◆ Information supplied

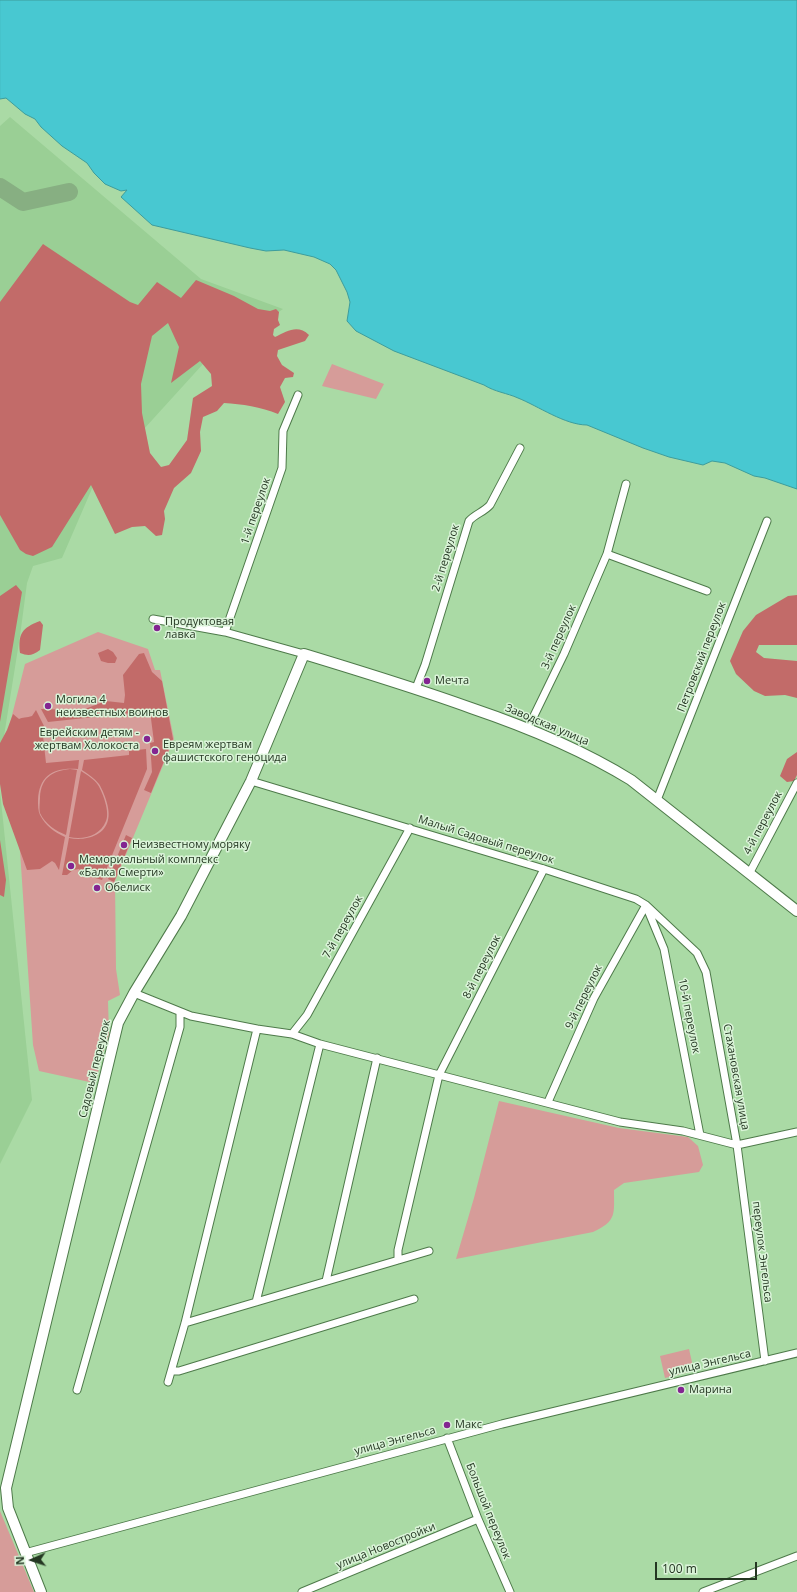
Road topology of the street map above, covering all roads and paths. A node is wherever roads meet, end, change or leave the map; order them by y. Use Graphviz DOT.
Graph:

==

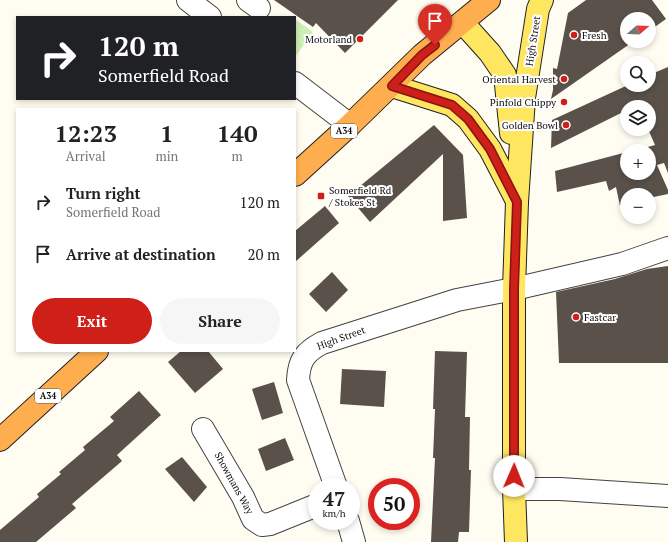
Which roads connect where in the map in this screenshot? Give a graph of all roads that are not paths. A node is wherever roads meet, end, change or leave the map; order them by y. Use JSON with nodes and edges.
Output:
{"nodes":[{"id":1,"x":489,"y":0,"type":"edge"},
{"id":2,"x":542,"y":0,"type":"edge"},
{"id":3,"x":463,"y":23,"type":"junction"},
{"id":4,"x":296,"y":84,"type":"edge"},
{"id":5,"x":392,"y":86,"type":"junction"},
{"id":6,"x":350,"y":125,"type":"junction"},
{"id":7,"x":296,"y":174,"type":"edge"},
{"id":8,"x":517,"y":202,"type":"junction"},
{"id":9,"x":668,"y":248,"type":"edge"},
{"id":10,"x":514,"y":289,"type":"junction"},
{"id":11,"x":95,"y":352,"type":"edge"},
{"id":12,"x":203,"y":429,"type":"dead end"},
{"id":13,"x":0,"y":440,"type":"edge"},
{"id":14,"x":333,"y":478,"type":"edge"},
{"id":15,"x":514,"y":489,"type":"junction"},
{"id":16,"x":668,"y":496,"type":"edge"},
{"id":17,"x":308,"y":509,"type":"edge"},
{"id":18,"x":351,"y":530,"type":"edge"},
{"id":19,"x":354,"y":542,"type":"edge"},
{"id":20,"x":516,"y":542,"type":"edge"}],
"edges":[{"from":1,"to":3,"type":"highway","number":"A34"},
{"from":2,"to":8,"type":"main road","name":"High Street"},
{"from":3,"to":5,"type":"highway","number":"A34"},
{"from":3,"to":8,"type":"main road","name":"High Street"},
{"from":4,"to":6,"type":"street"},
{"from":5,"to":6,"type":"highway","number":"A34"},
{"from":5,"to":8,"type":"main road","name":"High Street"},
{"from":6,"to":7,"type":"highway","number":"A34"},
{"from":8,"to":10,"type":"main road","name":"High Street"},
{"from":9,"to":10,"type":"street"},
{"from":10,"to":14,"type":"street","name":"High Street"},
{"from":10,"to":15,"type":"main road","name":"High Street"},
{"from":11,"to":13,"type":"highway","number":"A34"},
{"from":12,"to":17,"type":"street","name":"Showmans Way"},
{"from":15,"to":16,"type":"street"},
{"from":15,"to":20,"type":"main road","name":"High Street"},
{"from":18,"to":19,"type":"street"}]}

◆ Work required
Please filter the entries for the word "them" and copy the lines that have it.

◆ Answer area
Road topology of the street map above, covering all roads and paths. A node is wherever roads meet, end, change or leave the map; order them by y. Use Graphviz DOT.
Which roads connect where in the map in this screenshot? Give a graph of all roads that are not paths. A node is wherever roads meet, end, change or leave the map; order them by y. Use JSON with nodes and edges.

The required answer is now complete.